**Task goal**
The answer must be an exact copy of the records below, with every picture left out.

Data under study Start Marker

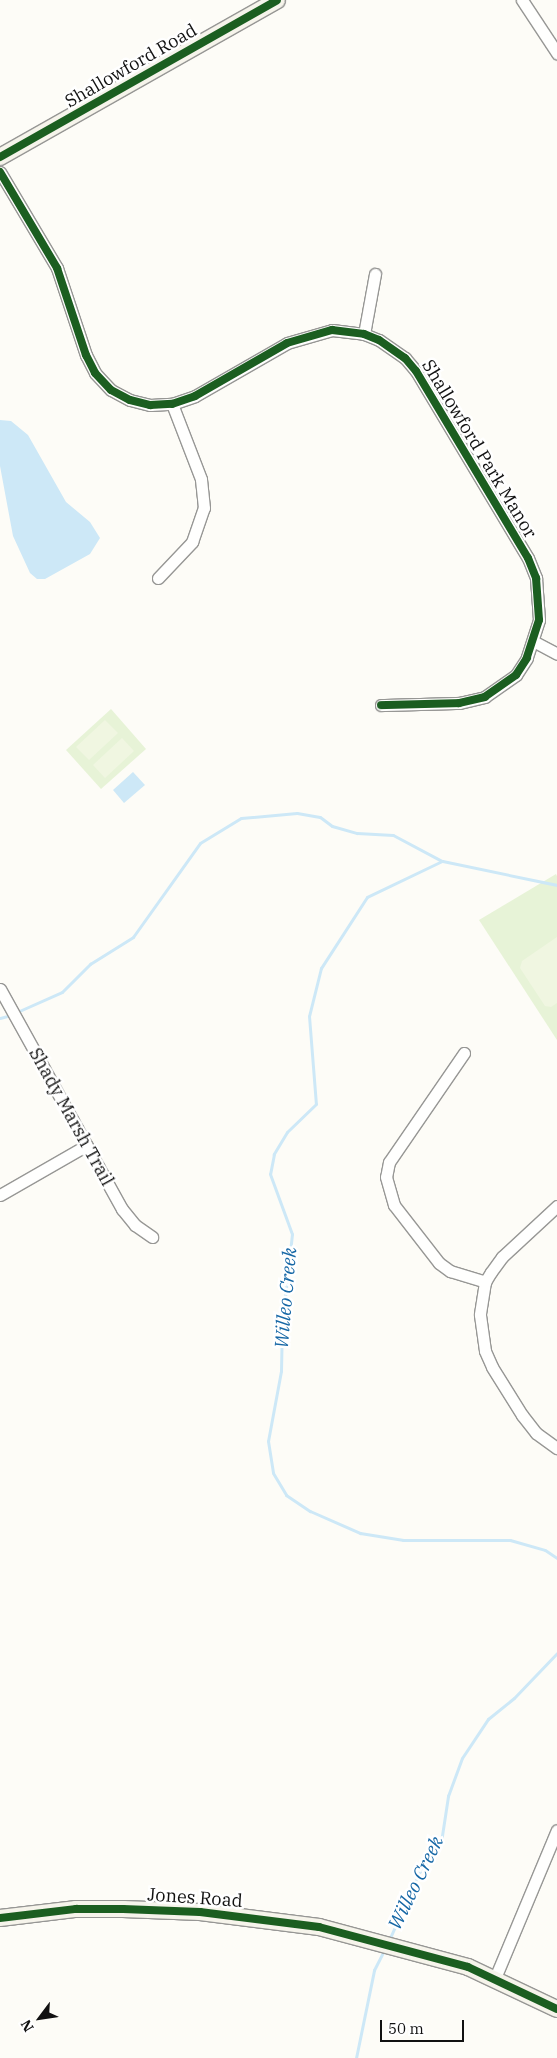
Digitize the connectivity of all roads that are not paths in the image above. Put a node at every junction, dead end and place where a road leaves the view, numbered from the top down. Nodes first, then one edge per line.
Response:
1 (276, 0) edge
2 (522, 0) edge
3 (557, 53) edge
4 (0, 157) edge
5 (0, 172) edge
6 (375, 274) dead end
7 (364, 334) junction
8 (172, 404) junction
9 (158, 578) dead end
10 (533, 641) junction
11 (557, 654) edge
12 (381, 705) dead end
13 (0, 990) edge
14 (464, 1053) dead end
15 (87, 1146) junction
16 (0, 1195) edge
17 (557, 1206) edge
18 (152, 1237) dead end
19 (485, 1282) junction
20 (557, 1448) edge
21 (557, 1830) edge
22 (0, 1918) edge
23 (495, 1978) junction
24 (557, 2009) edge

1 - 4 street, Shallowford Road
2 - 3 street
5 - 8 street, Shallowford Park Manor
6 - 7 street
7 - 8 street, Shallowford Park Manor
7 - 10 street, Shallowford Park Manor
8 - 9 street
10 - 11 street
10 - 12 street, Shallowford Park Manor
13 - 15 street, Shady Marsh Trail
14 - 19 street
15 - 16 street
15 - 18 street, Shady Marsh Trail
17 - 19 street
19 - 20 street
21 - 23 street
22 - 23 street, Jones Road
23 - 24 street, Jones Road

Data under study End Marker

**Written response**
Digitize the connectivity of all roads that are not paths in the image above. Put a node at every junction, dead end and place where a road leaves the view, numbered from the top down. Nodes first, then one edge per line.
Response:
1 (276, 0) edge
2 (522, 0) edge
3 (557, 53) edge
4 (0, 157) edge
5 (0, 172) edge
6 (375, 274) dead end
7 (364, 334) junction
8 (172, 404) junction
9 (158, 578) dead end
10 (533, 641) junction
11 (557, 654) edge
12 (381, 705) dead end
13 (0, 990) edge
14 (464, 1053) dead end
15 (87, 1146) junction
16 (0, 1195) edge
17 (557, 1206) edge
18 (152, 1237) dead end
19 (485, 1282) junction
20 (557, 1448) edge
21 (557, 1830) edge
22 (0, 1918) edge
23 (495, 1978) junction
24 (557, 2009) edge

1 - 4 street, Shallowford Road
2 - 3 street
5 - 8 street, Shallowford Park Manor
6 - 7 street
7 - 8 street, Shallowford Park Manor
7 - 10 street, Shallowford Park Manor
8 - 9 street
10 - 11 street
10 - 12 street, Shallowford Park Manor
13 - 15 street, Shady Marsh Trail
14 - 19 street
15 - 16 street
15 - 18 street, Shady Marsh Trail
17 - 19 street
19 - 20 street
21 - 23 street
22 - 23 street, Jones Road
23 - 24 street, Jones Road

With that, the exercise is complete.